The event, at the technology hub Singularity University, featured venture capitalist Heidi Roizen, with Draper Fisher Jurvetson, delivering off-the-record tips to entrepreneurs and engineers. It was a mostly male audience, yet, Roizen observed, “Every single person who asked a question was a woman."
Roizen said women are making space for themselves, despite the old boys' network. Still, she thinks Marissa Mayer can expect new levels of scrutiny. “Women who are CEOs," Roizen said, "get a disproportionate amount of attention. But I think you can use that to your advantage as well.”
If Mayer can turn around Yahoo, people will really remember her for accomplishing something four men and one women before her could not. For women not yet at the top of the corporate ladder, being noticed can mean more chance of a promotion or a raise.

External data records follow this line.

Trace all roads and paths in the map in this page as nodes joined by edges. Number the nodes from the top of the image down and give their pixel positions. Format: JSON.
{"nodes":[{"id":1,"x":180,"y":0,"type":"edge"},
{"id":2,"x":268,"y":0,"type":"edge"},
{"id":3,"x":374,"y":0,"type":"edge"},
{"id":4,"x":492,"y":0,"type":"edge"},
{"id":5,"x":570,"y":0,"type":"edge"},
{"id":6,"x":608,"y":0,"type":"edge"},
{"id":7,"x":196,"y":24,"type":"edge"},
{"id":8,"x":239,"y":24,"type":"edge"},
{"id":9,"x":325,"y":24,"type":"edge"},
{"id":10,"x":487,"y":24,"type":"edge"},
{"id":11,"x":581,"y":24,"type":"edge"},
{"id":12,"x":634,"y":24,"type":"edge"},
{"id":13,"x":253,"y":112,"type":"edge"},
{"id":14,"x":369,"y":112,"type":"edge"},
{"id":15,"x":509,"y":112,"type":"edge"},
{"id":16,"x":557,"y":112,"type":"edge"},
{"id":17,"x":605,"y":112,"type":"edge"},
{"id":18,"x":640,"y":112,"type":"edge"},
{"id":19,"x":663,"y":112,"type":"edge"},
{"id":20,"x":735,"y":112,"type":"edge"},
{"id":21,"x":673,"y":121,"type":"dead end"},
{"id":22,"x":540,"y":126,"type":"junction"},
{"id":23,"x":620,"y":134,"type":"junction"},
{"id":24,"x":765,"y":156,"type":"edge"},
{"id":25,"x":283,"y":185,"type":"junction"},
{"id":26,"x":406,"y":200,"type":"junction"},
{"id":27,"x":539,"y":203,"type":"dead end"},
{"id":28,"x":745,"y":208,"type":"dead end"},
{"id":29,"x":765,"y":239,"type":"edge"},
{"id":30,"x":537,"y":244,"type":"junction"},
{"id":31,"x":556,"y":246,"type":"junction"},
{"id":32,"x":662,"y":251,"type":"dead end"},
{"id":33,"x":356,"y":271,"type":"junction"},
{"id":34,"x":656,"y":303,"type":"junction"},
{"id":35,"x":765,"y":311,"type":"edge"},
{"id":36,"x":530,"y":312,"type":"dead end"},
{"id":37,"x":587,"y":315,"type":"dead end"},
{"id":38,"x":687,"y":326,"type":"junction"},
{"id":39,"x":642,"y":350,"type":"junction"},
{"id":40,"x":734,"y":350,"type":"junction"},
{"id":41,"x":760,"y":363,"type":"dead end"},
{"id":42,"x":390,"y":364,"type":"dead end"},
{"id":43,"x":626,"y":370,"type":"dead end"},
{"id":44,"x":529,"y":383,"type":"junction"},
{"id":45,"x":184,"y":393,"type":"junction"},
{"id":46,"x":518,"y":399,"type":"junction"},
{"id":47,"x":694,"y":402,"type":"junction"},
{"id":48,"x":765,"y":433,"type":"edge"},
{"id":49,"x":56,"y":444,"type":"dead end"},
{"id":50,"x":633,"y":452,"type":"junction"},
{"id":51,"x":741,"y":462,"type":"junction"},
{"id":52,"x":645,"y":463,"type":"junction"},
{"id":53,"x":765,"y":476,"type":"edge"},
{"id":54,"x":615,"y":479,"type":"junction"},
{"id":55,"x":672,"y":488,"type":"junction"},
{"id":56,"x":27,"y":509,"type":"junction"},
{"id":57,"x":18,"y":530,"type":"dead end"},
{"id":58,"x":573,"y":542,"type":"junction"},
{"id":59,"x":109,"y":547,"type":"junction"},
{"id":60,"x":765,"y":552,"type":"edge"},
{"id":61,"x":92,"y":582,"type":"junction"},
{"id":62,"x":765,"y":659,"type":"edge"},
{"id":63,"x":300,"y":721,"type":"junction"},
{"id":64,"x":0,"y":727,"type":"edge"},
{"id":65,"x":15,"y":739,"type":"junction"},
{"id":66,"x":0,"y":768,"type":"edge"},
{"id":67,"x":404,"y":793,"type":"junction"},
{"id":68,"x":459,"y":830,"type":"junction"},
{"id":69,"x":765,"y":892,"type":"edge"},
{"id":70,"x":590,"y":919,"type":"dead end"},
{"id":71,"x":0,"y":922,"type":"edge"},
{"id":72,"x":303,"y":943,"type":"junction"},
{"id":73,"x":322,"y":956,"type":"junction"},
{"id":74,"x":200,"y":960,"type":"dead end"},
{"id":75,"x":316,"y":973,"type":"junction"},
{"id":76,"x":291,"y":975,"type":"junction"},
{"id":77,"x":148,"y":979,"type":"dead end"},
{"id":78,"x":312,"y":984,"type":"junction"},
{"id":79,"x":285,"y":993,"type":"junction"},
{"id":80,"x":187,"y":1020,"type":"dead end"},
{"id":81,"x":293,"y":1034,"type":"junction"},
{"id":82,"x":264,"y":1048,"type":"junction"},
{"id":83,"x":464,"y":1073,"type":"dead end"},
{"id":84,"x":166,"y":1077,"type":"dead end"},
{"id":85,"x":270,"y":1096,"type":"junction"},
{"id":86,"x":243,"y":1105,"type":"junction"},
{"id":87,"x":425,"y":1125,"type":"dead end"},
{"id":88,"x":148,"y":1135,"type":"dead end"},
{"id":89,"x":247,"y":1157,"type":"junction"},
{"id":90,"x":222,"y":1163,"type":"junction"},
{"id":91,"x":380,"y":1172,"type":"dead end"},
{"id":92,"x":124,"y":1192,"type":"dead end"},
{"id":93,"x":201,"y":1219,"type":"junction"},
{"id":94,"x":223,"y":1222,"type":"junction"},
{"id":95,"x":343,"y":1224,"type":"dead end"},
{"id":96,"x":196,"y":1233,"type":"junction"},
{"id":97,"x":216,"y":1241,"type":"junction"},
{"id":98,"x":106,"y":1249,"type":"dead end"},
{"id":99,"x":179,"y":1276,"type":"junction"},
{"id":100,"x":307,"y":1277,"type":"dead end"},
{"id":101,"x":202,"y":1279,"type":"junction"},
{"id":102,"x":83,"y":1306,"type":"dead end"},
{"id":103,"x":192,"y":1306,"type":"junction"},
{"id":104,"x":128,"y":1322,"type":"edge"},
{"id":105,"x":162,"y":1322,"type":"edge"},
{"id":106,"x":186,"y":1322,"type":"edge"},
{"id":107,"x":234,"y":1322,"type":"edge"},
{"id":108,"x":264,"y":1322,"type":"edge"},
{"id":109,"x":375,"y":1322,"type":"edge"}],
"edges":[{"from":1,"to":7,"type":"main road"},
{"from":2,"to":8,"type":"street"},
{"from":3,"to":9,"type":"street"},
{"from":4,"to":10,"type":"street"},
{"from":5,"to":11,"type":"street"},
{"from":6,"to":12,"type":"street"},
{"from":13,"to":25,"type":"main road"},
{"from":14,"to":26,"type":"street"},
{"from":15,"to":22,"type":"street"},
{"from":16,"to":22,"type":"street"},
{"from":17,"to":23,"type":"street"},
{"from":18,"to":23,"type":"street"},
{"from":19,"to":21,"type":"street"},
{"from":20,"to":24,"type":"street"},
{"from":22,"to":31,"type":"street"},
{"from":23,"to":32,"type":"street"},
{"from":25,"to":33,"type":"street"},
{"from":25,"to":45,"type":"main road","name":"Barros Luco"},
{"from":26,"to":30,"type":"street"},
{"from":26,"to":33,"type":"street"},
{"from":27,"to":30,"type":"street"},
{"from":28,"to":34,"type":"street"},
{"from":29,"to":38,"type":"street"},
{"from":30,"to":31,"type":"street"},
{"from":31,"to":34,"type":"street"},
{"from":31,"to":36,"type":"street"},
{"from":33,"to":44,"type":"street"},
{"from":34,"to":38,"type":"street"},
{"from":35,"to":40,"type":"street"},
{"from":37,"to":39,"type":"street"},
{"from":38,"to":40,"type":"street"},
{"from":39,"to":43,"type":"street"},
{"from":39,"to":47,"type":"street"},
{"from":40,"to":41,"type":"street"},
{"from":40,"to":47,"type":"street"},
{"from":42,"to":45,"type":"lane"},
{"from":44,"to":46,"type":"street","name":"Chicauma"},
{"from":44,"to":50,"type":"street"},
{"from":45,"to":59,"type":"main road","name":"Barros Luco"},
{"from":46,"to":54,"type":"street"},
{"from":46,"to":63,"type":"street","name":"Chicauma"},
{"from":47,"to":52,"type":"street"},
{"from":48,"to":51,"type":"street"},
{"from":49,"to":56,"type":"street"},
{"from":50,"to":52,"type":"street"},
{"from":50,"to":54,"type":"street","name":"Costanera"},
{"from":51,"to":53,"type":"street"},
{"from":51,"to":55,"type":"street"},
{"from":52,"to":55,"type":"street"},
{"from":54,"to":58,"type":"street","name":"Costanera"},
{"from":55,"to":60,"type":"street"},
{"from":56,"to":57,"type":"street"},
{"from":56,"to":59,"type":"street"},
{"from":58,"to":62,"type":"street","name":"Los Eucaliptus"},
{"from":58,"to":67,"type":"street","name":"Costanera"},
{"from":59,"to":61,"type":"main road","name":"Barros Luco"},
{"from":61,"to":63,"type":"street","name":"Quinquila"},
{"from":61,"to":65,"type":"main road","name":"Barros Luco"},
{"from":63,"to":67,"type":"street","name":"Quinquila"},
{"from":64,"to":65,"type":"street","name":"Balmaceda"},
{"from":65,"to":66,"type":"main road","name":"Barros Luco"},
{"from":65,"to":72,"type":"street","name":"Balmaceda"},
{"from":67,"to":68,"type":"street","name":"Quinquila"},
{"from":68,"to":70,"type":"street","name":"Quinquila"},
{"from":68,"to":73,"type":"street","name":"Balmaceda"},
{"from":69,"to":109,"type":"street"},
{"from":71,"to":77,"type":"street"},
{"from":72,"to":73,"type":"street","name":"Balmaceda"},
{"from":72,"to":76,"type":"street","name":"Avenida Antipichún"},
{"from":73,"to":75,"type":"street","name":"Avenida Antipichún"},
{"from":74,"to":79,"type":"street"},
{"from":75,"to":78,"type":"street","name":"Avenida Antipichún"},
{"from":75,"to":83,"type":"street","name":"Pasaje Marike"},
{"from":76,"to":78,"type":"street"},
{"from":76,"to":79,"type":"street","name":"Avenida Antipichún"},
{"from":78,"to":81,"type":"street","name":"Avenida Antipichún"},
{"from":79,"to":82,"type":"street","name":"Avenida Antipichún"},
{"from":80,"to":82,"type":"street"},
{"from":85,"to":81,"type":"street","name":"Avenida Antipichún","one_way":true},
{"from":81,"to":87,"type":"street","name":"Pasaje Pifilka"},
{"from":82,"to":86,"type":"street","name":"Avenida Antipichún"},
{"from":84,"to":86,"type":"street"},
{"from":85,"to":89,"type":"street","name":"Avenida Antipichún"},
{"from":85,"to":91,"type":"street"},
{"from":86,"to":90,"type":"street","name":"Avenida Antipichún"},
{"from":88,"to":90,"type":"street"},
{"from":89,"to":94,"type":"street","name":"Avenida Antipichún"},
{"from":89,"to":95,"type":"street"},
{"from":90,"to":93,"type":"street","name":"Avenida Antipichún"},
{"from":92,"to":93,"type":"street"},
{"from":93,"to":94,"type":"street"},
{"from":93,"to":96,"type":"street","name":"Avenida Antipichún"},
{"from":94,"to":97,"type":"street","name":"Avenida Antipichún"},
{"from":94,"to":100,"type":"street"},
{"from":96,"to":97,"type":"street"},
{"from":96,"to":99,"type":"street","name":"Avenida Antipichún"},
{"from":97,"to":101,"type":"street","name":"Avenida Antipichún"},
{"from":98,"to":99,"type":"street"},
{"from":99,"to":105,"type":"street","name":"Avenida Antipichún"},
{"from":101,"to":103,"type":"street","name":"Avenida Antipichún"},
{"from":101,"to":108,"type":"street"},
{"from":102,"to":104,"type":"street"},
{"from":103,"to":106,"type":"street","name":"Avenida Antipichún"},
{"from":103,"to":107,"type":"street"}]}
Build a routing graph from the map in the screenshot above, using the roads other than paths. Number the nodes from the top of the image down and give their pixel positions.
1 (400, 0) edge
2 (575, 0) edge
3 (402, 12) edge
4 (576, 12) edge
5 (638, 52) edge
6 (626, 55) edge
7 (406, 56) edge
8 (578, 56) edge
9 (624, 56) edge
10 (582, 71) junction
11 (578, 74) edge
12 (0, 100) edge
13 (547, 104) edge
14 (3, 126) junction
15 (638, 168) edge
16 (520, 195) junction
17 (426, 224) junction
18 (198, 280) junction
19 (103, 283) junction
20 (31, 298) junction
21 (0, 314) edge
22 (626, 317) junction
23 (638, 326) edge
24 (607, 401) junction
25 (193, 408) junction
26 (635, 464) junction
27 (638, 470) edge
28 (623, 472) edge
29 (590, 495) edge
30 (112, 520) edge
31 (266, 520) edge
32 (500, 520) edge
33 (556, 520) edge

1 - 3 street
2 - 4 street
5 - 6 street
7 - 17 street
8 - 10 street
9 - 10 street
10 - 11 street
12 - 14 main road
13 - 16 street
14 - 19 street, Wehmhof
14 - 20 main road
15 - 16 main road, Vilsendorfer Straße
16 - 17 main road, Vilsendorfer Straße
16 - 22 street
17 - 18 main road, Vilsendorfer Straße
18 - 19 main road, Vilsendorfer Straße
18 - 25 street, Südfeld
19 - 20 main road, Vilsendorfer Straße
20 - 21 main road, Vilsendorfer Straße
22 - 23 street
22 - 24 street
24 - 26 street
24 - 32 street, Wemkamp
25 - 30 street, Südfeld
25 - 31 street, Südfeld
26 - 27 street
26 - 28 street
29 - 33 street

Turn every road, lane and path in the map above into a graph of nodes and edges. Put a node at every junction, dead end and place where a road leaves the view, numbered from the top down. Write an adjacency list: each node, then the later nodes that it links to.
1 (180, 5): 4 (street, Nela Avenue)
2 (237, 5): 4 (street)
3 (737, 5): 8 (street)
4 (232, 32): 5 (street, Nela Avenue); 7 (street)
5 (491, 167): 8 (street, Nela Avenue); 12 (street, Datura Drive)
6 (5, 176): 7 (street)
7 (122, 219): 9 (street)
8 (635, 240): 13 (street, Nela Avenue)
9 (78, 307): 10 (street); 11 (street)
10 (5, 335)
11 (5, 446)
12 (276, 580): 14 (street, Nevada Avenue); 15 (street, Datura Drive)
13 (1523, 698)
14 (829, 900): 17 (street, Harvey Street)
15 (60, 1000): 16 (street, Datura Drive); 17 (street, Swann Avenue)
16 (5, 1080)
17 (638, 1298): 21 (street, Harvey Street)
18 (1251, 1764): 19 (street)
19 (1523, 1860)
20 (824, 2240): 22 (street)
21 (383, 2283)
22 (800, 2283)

Jennifer Turliuk, 24, was in the audience. She thinks women are better managers. “It’s the companies with female leaders at the helm [that] end up performing better.” And she says about Yahoo, “at this point they really need that.”
Mayer is not the first female CEO at Yahoo. That was Carol Bartz. Mayer is one of only twenty women leading Fortune 500 companies.
She’s also part of a small but rising group of female engineers. Roizen cautioned that in Mayer’s case, “to say that it’s her engineering background that is going to be the attribute that makes her successful would be short-selling all the things she has done at Google that have nothing to do with coding.”
Bogdana Rakova, a 22-yeard-old computer scientist, said she thinks Mayer’s unique combination of technical and communication skills is key. “Sometimes women are like magnets. They attract others while they’re excited about an idea."
And what did Rakova think about Mayer's appointment? “It is awesome.”